◆ **TASK PROMPT**: What you give back must match the records below exactly.

Collected data entries:
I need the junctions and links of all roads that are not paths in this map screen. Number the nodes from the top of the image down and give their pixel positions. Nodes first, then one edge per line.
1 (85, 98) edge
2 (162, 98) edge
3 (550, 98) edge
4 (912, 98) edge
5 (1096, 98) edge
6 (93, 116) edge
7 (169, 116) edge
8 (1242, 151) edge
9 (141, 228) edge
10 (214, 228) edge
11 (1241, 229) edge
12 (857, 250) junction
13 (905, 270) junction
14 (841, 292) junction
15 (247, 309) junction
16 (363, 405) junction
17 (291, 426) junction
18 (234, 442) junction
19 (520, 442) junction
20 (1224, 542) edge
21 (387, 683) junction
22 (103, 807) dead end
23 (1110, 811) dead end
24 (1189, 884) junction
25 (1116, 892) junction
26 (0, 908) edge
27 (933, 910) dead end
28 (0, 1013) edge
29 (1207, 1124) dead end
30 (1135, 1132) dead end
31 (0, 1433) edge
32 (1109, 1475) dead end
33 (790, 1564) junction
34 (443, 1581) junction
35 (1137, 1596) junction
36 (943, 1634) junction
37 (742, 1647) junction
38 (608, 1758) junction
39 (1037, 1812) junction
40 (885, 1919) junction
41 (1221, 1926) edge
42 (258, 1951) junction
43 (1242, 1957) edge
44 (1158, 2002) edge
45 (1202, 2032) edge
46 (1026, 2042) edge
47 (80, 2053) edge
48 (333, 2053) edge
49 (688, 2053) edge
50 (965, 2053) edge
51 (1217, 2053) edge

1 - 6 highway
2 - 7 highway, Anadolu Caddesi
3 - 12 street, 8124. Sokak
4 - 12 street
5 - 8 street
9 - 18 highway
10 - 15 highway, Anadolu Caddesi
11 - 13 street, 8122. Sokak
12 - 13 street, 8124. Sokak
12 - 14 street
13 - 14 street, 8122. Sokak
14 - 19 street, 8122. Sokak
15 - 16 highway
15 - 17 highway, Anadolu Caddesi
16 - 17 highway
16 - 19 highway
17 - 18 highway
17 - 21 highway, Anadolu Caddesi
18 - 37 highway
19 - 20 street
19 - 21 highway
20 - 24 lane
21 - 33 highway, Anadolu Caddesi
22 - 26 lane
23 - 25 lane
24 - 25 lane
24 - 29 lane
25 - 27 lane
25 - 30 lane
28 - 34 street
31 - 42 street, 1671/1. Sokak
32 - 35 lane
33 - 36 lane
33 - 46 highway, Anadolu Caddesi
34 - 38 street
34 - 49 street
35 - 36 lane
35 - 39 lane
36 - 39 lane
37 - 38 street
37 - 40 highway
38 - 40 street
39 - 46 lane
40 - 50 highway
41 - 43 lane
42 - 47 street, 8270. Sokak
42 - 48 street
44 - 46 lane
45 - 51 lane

◆ **SOLVED EXERCISE**:
I need the junctions and links of all roads that are not paths in this map screen. Number the nodes from the top of the image down and give their pixel positions. Nodes first, then one edge per line.
1 (85, 98) edge
2 (162, 98) edge
3 (550, 98) edge
4 (912, 98) edge
5 (1096, 98) edge
6 (93, 116) edge
7 (169, 116) edge
8 (1242, 151) edge
9 (141, 228) edge
10 (214, 228) edge
11 (1241, 229) edge
12 (857, 250) junction
13 (905, 270) junction
14 (841, 292) junction
15 (247, 309) junction
16 (363, 405) junction
17 (291, 426) junction
18 (234, 442) junction
19 (520, 442) junction
20 (1224, 542) edge
21 (387, 683) junction
22 (103, 807) dead end
23 (1110, 811) dead end
24 (1189, 884) junction
25 (1116, 892) junction
26 (0, 908) edge
27 (933, 910) dead end
28 (0, 1013) edge
29 (1207, 1124) dead end
30 (1135, 1132) dead end
31 (0, 1433) edge
32 (1109, 1475) dead end
33 (790, 1564) junction
34 (443, 1581) junction
35 (1137, 1596) junction
36 (943, 1634) junction
37 (742, 1647) junction
38 (608, 1758) junction
39 (1037, 1812) junction
40 (885, 1919) junction
41 (1221, 1926) edge
42 (258, 1951) junction
43 (1242, 1957) edge
44 (1158, 2002) edge
45 (1202, 2032) edge
46 (1026, 2042) edge
47 (80, 2053) edge
48 (333, 2053) edge
49 (688, 2053) edge
50 (965, 2053) edge
51 (1217, 2053) edge

1 - 6 highway
2 - 7 highway, Anadolu Caddesi
3 - 12 street, 8124. Sokak
4 - 12 street
5 - 8 street
9 - 18 highway
10 - 15 highway, Anadolu Caddesi
11 - 13 street, 8122. Sokak
12 - 13 street, 8124. Sokak
12 - 14 street
13 - 14 street, 8122. Sokak
14 - 19 street, 8122. Sokak
15 - 16 highway
15 - 17 highway, Anadolu Caddesi
16 - 17 highway
16 - 19 highway
17 - 18 highway
17 - 21 highway, Anadolu Caddesi
18 - 37 highway
19 - 20 street
19 - 21 highway
20 - 24 lane
21 - 33 highway, Anadolu Caddesi
22 - 26 lane
23 - 25 lane
24 - 25 lane
24 - 29 lane
25 - 27 lane
25 - 30 lane
28 - 34 street
31 - 42 street, 1671/1. Sokak
32 - 35 lane
33 - 36 lane
33 - 46 highway, Anadolu Caddesi
34 - 38 street
34 - 49 street
35 - 36 lane
35 - 39 lane
36 - 39 lane
37 - 38 street
37 - 40 highway
38 - 40 street
39 - 46 lane
40 - 50 highway
41 - 43 lane
42 - 47 street, 8270. Sokak
42 - 48 street
44 - 46 lane
45 - 51 lane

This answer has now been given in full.